Saved data entries:
::::

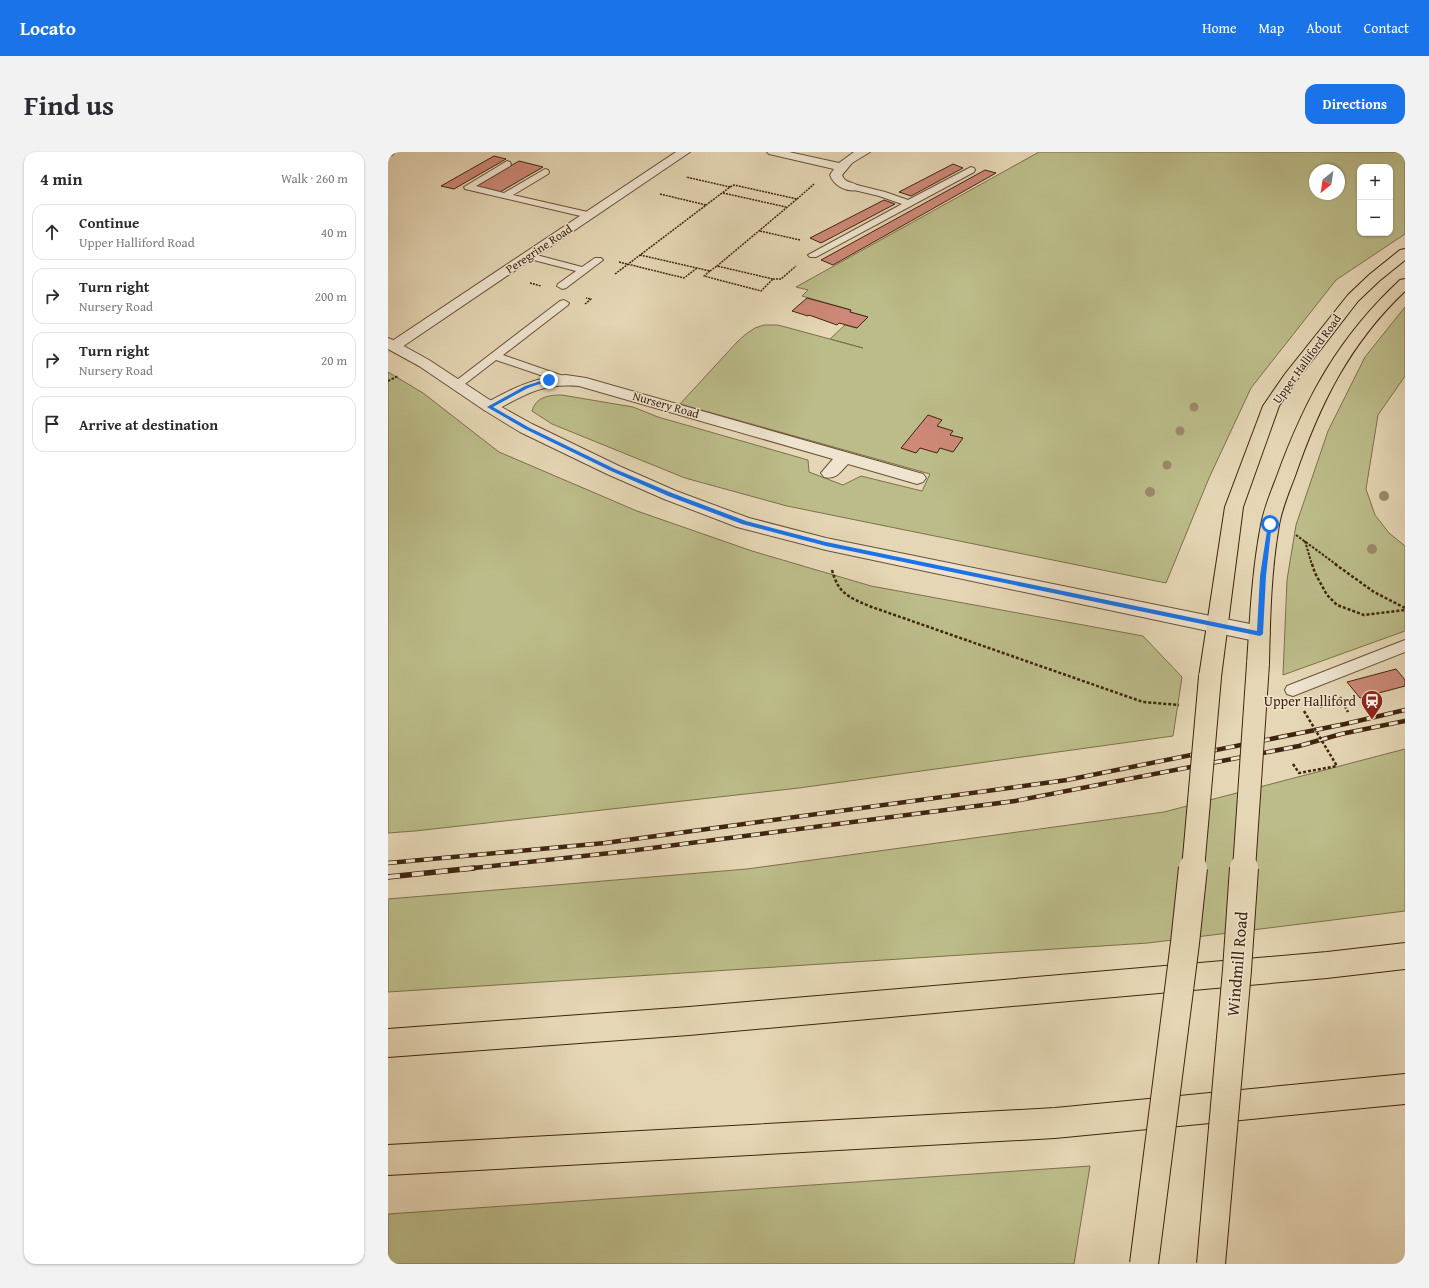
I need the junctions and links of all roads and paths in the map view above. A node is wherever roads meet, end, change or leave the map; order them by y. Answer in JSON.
{"nodes":[{"id":1,"x":684,"y":152,"type":"edge"},
{"id":2,"x":773,"y":152,"type":"edge"},
{"id":3,"x":864,"y":152,"type":"edge"},
{"id":4,"x":1398,"y":152,"type":"edge"},
{"id":5,"x":1405,"y":155,"type":"edge"},
{"id":6,"x":507,"y":164,"type":"dead end"},
{"id":7,"x":841,"y":167,"type":"junction"},
{"id":8,"x":657,"y":170,"type":"junction"},
{"id":9,"x":971,"y":170,"type":"dead end"},
{"id":10,"x":545,"y":172,"type":"dead end"},
{"id":11,"x":631,"y":187,"type":"junction"},
{"id":12,"x":730,"y":187,"type":"junction"},
{"id":13,"x":853,"y":187,"type":"joint"},
{"id":14,"x":722,"y":193,"type":"junction"},
{"id":15,"x":504,"y":196,"type":"junction"},
{"id":16,"x":908,"y":203,"type":"junction"},
{"id":17,"x":706,"y":205,"type":"junction"},
{"id":18,"x":787,"y":208,"type":"junction"},
{"id":19,"x":589,"y":215,"type":"junction"},
{"id":20,"x":759,"y":230,"type":"junction"},
{"id":21,"x":826,"y":248,"type":"junction"},
{"id":22,"x":1405,"y":253,"type":"edge"},
{"id":23,"x":640,"y":255,"type":"junction"},
{"id":24,"x":813,"y":255,"type":"joint"},
{"id":25,"x":529,"y":256,"type":"junction"},
{"id":26,"x":598,"y":260,"type":"joint"},
{"id":27,"x":628,"y":264,"type":"junction"},
{"id":28,"x":717,"y":266,"type":"junction"},
{"id":29,"x":697,"y":268,"type":"junction"},
{"id":30,"x":584,"y":270,"type":"junction"},
{"id":31,"x":710,"y":271,"type":"junction"},
{"id":32,"x":615,"y":274,"type":"dead end"},
{"id":33,"x":773,"y":280,"type":"junction"},
{"id":34,"x":1405,"y":283,"type":"edge"},
{"id":35,"x":562,"y":286,"type":"dead end"},
{"id":36,"x":590,"y":292,"type":"dead end"},
{"id":37,"x":564,"y":303,"type":"dead end"},
{"id":38,"x":585,"y":304,"type":"dead end"},
{"id":39,"x":391,"y":344,"type":"edge"},
{"id":40,"x":495,"y":356,"type":"junction"},
{"id":41,"x":562,"y":379,"type":"junction"},
{"id":42,"x":457,"y":386,"type":"junction"},
{"id":43,"x":490,"y":407,"type":"junction"},
{"id":44,"x":844,"y":457,"type":"junction"},
{"id":45,"x":830,"y":473,"type":"dead end"},
{"id":46,"x":917,"y":478,"type":"dead end"},
{"id":47,"x":1294,"y":533,"type":"dead end"},
{"id":48,"x":1305,"y":541,"type":"junction"},
{"id":49,"x":826,"y":544,"type":"junction"},
{"id":50,"x":1405,"y":609,"type":"edge"},
{"id":51,"x":1218,"y":625,"type":"junction"},
{"id":52,"x":1260,"y":634,"type":"junction"},
{"id":53,"x":1405,"y":646,"type":"edge"},
{"id":54,"x":1258,"y":664,"type":"joint"},
{"id":55,"x":1293,"y":690,"type":"dead end"},
{"id":56,"x":1341,"y":702,"type":"dead end"},
{"id":57,"x":1182,"y":705,"type":"dead end"},
{"id":58,"x":1319,"y":707,"type":"dead end"},
{"id":59,"x":1311,"y":709,"type":"dead end"},
{"id":60,"x":1293,"y":764,"type":"dead end"},
{"id":61,"x":1405,"y":956,"type":"edge"},
{"id":62,"x":388,"y":1043,"type":"edge"},
{"id":63,"x":1405,"y":1089,"type":"edge"},
{"id":64,"x":388,"y":1160,"type":"edge"},
{"id":65,"x":1144,"y":1264,"type":"edge"},
{"id":66,"x":1211,"y":1264,"type":"edge"}],
"edges":[{"from":1,"to":8,"type":"street","name":"Peregrine Road"},
{"from":2,"to":7,"type":"street"},
{"from":3,"to":7,"type":"street"},
{"from":4,"to":5,"type":"path"},
{"from":6,"to":15,"type":"lane"},
{"from":7,"to":13,"type":"street"},
{"from":8,"to":11,"type":"street","name":"Peregrine Road"},
{"from":8,"to":12,"type":"path"},
{"from":9,"to":16,"type":"lane"},
{"from":10,"to":15,"type":"lane"},
{"from":11,"to":17,"type":"path"},
{"from":11,"to":19,"type":"street","name":"Peregrine Road"},
{"from":12,"to":14,"type":"path"},
{"from":12,"to":18,"type":"path"},
{"from":13,"to":16,"type":"lane"},
{"from":14,"to":17,"type":"path"},
{"from":14,"to":18,"type":"path"},
{"from":15,"to":19,"type":"lane"},
{"from":16,"to":21,"type":"lane"},
{"from":17,"to":23,"type":"path"},
{"from":18,"to":20,"type":"path"},
{"from":19,"to":25,"type":"street","name":"Peregrine Road"},
{"from":20,"to":21,"type":"path"},
{"from":20,"to":28,"type":"path"},
{"from":21,"to":24,"type":"lane"},
{"from":22,"to":51,"type":"main road","name":"Upper Halliford Road"},
{"from":23,"to":27,"type":"path"},
{"from":23,"to":29,"type":"path"},
{"from":24,"to":33,"type":"path"},
{"from":25,"to":30,"type":"lane"},
{"from":25,"to":39,"type":"street","name":"Peregrine Road"},
{"from":26,"to":27,"type":"path"},
{"from":26,"to":30,"type":"lane"},
{"from":27,"to":29,"type":"path"},
{"from":27,"to":32,"type":"path"},
{"from":28,"to":31,"type":"path"},
{"from":28,"to":33,"type":"path"},
{"from":29,"to":31,"type":"path"},
{"from":30,"to":35,"type":"lane"},
{"from":31,"to":33,"type":"path"},
{"from":34,"to":52,"type":"main road","name":"Upper Halliford Road"},
{"from":36,"to":38,"type":"path"},
{"from":37,"to":40,"type":"lane"},
{"from":39,"to":42,"type":"street"},
{"from":40,"to":41,"type":"lane"},
{"from":40,"to":42,"type":"lane"},
{"from":41,"to":43,"type":"street","name":"Nursery Road"},
{"from":41,"to":44,"type":"street","name":"Nursery Road"},
{"from":42,"to":43,"type":"street"},
{"from":43,"to":49,"type":"street"},
{"from":44,"to":45,"type":"street"},
{"from":44,"to":46,"type":"street","name":"Nursery Road"},
{"from":47,"to":48,"type":"path"},
{"from":48,"to":50,"type":"path"},
{"from":48,"to":50,"type":"path"},
{"from":49,"to":51,"type":"street"},
{"from":49,"to":57,"type":"path"},
{"from":51,"to":52,"type":"street"},
{"from":51,"to":65,"type":"main road","name":"Upper Halliford Road","bridge":true},
{"from":52,"to":54,"type":"main road","name":"Upper Halliford Road"},
{"from":53,"to":55,"type":"lane"},
{"from":54,"to":66,"type":"main road","name":"Windmill Road","bridge":true},
{"from":56,"to":58,"type":"path"},
{"from":59,"to":60,"type":"path","bridge":true},
{"from":61,"to":62,"type":"main road"},
{"from":63,"to":64,"type":"main road"}]}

::::

TASK STATEMENT:
Go through the records above. Copy each line in which the string "main" appears.

THE ANSWER:
{"from":22,"to":51,"type":"main road","name":"Upper Halliford Road"},
{"from":34,"to":52,"type":"main road","name":"Upper Halliford Road"},
{"from":51,"to":65,"type":"main road","name":"Upper Halliford Road","bridge":true},
{"from":52,"to":54,"type":"main road","name":"Upper Halliford Road"},
{"from":54,"to":66,"type":"main road","name":"Windmill Road","bridge":true},
{"from":61,"to":62,"type":"main road"},
{"from":63,"to":64,"type":"main road"}]}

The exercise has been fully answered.